Dennis Hove

Personal information
- Full name: Dennis Bradley Hove
- Born: 6 January 2002 (age 24)

Sport
- Sport: Athletics
- Event: Sprint

Achievements and titles
- Personal best(s): 200m: 20.69 (2026) 400m: 44.86 (2026)

Medal record
Men's athletics
Representing Zimbabwe
African Championships
| Gold medal – first place | 2026 Accra | 4x400 m relay |
| Silver medal – second place | 2026 Accra | 400 m |

= Dennis Hove =

Zimbabwean sprinter (born 2002)

Dennis Bradley Hove (born 6 January 2002) is a Zimbabwean sprinter. He was the silver medalist over 400 metres at the 2026 African Championships in Athletics.

==Biography==
A member of Yadah Athletics Club, Hove made his international debut competing for Zimbabwe at the 2024 African Championships in Athletics in Douala, Cameroon, where he was a semi-finalist in the 400 metres.

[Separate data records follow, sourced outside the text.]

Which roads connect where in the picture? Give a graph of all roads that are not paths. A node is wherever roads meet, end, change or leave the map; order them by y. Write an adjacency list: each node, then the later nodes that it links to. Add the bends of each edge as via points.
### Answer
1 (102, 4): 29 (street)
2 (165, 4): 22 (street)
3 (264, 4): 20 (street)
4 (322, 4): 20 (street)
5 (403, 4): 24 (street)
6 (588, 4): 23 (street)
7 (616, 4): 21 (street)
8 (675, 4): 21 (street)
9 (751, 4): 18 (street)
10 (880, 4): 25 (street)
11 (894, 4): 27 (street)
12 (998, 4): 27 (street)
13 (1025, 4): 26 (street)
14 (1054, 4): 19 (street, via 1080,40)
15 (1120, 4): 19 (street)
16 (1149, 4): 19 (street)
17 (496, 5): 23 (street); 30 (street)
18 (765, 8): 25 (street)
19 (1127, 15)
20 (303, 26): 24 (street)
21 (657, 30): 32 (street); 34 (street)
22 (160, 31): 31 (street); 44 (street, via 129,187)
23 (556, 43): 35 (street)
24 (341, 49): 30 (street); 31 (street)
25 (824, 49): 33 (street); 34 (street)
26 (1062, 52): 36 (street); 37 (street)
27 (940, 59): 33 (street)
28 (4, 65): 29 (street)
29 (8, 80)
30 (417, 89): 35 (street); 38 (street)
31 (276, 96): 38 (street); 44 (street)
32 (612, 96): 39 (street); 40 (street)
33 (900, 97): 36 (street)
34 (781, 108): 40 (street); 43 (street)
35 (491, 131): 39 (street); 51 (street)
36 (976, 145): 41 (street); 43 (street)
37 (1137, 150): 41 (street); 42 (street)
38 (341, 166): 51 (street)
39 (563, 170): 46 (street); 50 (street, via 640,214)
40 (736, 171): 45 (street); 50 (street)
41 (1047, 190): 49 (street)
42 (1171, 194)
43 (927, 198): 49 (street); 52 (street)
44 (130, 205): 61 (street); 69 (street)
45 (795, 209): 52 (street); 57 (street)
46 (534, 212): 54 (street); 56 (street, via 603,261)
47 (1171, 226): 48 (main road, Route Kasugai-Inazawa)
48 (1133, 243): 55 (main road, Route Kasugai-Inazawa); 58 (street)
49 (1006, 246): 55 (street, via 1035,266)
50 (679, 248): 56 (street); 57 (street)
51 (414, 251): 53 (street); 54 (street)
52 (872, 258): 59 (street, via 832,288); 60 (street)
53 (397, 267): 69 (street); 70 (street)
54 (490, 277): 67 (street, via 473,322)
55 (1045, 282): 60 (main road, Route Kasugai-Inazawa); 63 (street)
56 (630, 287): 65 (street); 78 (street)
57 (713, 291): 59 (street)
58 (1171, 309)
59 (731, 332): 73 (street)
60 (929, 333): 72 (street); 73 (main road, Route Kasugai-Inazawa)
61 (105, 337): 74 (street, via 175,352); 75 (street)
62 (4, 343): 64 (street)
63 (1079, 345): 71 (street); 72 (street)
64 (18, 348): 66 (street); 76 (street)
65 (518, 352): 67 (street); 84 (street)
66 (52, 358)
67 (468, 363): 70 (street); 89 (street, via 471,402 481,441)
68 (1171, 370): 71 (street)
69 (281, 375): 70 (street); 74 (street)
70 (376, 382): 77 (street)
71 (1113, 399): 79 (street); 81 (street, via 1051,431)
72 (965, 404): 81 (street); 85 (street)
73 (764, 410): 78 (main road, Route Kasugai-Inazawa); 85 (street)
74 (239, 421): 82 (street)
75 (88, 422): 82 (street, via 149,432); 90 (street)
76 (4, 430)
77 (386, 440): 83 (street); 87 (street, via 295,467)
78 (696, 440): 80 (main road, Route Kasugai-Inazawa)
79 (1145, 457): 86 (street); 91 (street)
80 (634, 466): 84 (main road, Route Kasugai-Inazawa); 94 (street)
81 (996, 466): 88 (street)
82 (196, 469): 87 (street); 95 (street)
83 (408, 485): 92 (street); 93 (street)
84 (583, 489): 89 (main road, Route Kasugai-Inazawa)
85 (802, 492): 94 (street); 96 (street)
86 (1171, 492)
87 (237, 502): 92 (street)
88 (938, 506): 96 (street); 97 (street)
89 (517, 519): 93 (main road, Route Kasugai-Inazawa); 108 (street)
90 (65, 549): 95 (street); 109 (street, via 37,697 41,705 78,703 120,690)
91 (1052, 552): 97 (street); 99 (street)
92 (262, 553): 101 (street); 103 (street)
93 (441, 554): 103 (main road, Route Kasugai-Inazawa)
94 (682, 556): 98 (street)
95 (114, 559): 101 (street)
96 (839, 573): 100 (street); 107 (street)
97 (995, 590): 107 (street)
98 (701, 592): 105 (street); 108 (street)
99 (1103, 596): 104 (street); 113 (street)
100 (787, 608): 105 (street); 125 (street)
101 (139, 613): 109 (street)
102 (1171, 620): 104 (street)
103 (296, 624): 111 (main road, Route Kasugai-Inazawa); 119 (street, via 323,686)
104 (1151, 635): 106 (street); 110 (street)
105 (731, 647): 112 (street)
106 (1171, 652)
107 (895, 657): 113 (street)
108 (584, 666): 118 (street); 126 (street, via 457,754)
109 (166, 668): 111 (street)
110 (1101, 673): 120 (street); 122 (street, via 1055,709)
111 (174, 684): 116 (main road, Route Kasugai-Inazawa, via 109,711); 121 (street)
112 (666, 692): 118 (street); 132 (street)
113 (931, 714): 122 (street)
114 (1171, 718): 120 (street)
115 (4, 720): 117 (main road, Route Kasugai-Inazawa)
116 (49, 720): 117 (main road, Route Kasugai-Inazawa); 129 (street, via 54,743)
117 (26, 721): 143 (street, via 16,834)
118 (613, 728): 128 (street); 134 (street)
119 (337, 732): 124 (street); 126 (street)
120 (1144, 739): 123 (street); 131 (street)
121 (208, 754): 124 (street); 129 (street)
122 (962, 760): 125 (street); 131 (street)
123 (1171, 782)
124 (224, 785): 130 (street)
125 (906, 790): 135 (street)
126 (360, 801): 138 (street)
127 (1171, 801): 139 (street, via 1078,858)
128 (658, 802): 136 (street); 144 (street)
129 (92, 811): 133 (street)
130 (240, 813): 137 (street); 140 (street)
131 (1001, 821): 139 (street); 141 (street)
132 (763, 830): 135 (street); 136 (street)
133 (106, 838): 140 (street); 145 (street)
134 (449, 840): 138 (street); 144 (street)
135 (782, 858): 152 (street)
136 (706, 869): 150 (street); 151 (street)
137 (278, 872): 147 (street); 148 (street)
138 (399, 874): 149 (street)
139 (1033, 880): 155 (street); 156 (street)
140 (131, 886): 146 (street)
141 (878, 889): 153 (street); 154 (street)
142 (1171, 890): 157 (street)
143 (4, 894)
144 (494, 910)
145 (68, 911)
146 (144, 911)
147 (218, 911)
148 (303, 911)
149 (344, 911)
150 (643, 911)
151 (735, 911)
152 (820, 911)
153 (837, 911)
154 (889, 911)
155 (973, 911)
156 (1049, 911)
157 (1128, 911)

In March 2026, he was part of the Zimbabwe men's 4 x 400 metres relay team alongside Thandazani Ndhlovu, Leeford Zuze
and Gerren Muwishi which set a new national record of 3:00.69 at the Lefika International Relays held at the Gaborone National Stadium breaking the long-standing previous national record which had stood for 29 years since 1997. He placed third over 400 metres at the Botswana Golden Grand Prix in April 2026, running 45.00 seconds to place behind Letsile Tebogo and Leeford Zuze.

Hove competed for Zimbabwe at the 2026 World Athletics Relays in Gaborone, Botswana. Competing in the men's 4 x 400 metres relay alongside Ndhlovu, Zuze, and Muwishi, helping the team to 2:59.01 and a new national record on 2 May 2026, finishing third in their heat to qualify the team for the final with the sixth fastest time overall, and also qualify for the 2027 World Championships. In the final, the quartet placed fifth overall with a time of 2:59.79. Later that month, he ran a personal best 44.86 seconds for the 400 metres while competing in the preliminary round for Zimbabwe at the 2026 African Championships in Athletics in Accra, Ghana, before winning the silver medal in the final behind Lee Eppie of Botswana. He also won the gold medal on the final day of the championships in the men’s 4 x 400 metres relay.